**Data section**
Segment Open
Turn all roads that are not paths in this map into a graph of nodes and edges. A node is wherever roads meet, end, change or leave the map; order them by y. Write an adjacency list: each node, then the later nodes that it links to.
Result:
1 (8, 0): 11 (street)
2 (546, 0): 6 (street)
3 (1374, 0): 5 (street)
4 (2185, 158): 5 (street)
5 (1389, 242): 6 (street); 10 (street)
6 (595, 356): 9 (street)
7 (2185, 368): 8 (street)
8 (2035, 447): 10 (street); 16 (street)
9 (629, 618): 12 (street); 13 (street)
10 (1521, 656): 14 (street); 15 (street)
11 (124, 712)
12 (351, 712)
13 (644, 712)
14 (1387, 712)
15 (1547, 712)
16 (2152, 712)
Segment Closed
Segment Open
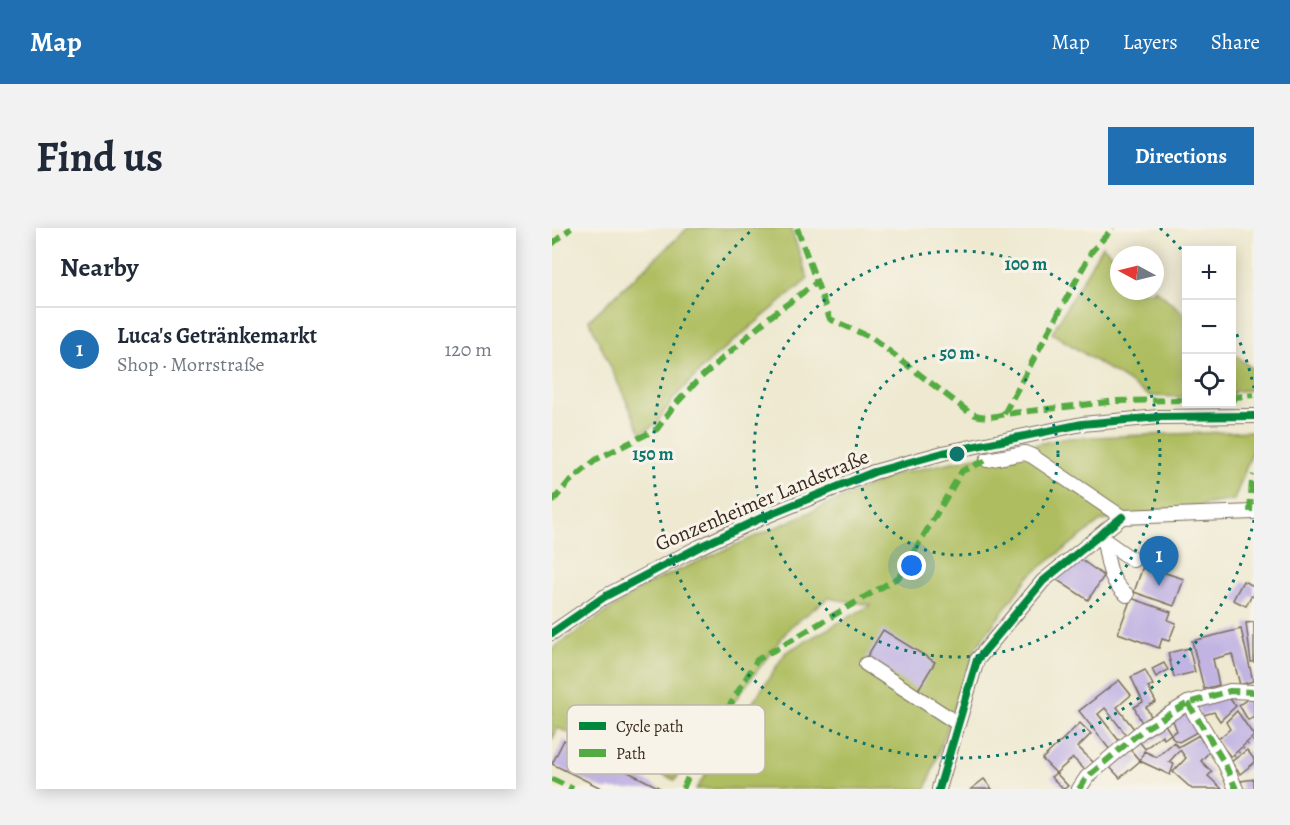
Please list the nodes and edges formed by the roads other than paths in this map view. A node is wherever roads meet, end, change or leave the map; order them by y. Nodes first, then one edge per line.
Segment Closed
**Work to be completed**
State the number of lines in the records that contain the string "node". Nothing else is needed.

**Solved problem**
2